第83話 昭和40年代後半の地方の幼稚園。

 記憶の掘り起こしです。


 ワタシは今53歳である訳なので、……あーもう、50年近く前ではないですか。幼稚園は。無論公立です。保育園という選択肢はうちの町にはありませんでした。

 町内がまだ活気がそれなりにあった頃です。無論最盛期の昭和30年代後半よりは落ちていたのでしょうが。


 建物は木造。ただし張り出した日よけとかに金属が使われていたと思います。縁側的に廊下があって、年少年長それぞれ2クラス。さくら・うめ/たけ・まつというクラス名でした。

 作りは子供達の棟がまっすぐ。向かって右端にトイレ。左奥もトイレ。

 何故端と端か、というのは簡単です。当時はくみ取り式だったのです。……というか、「まつ」組はその辺り割を食ったと思います。ワタシは「たけ」組だったので、その心配は無かったのですが。

 左奥のトイレは何か子供用に実に小さい便器だった記憶があります。その右に視聴覚室? か何か当時よく判らないんですが、紙芝居とか見る時に集まる部屋がありました。確か冬に弁当を温めておくのもそこだった記憶。

 そう、だいたい弁当持ちでした。「食べて帰る」という感じだったと思います。冷房は無論無い時代、暖房は…… ストーブがあった時があったかも? しれないですが、そこは記憶から飛んでます。

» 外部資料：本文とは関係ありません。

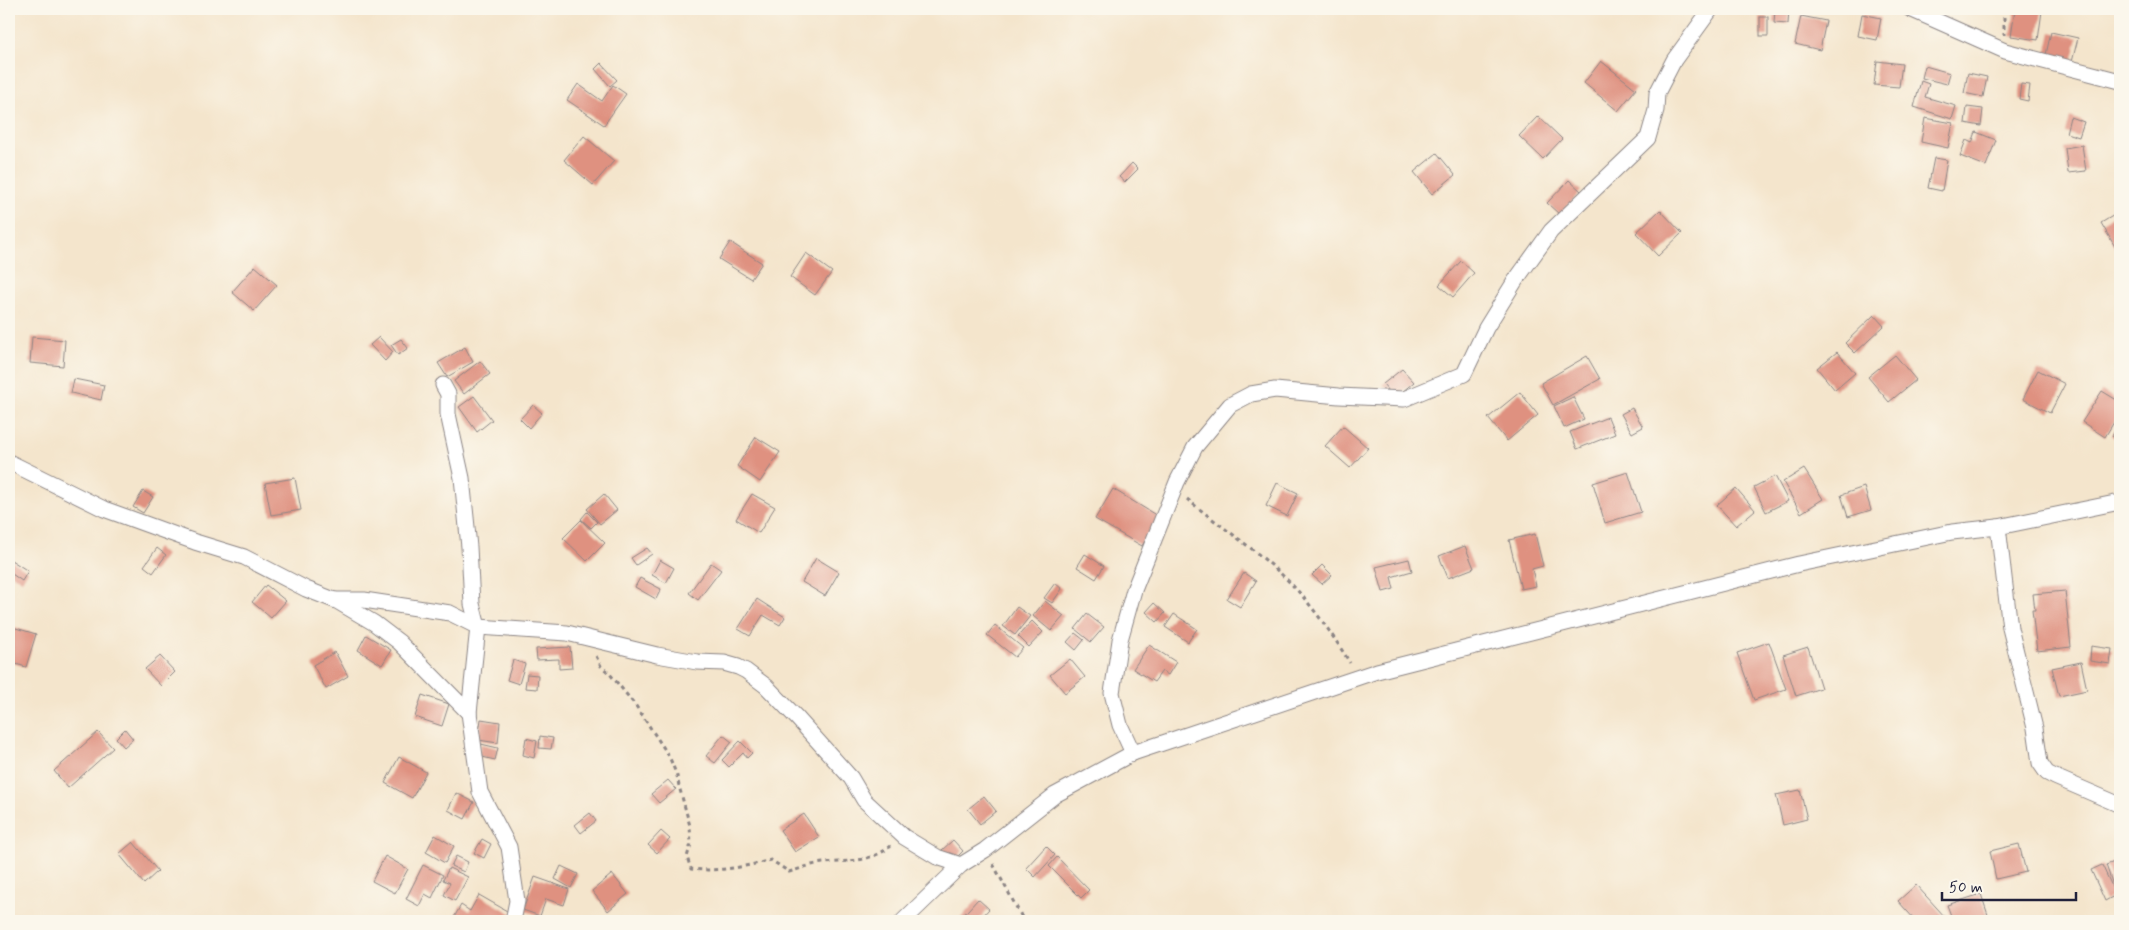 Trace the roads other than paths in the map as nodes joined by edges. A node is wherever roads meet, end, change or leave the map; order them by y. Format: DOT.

 真ん中に水場。石けんはあのみかんのネットに入ってました。

 子供の棟からお遊戯場/幼稚園における体育館的場所? までの通路に職員室と園長室と職員用トイレがあり、カーブした廊下の途中に何故か植物がおいてあったような。

 で、お遊戯室ですが。

 無論これも木造です。コンクリと違い足に優しい、跳ね回るとどんどんうるさいアレです(笑)。

 そこに淡い色の…… 今だったら「恩物」だったんだな、と判るんですが、丸三角四角の角の丸いものがあったり、本当に一つ持つのが精一杯のでかい積み木があったり。雨の日の「遊び時間」にはそこで皆遊んでました。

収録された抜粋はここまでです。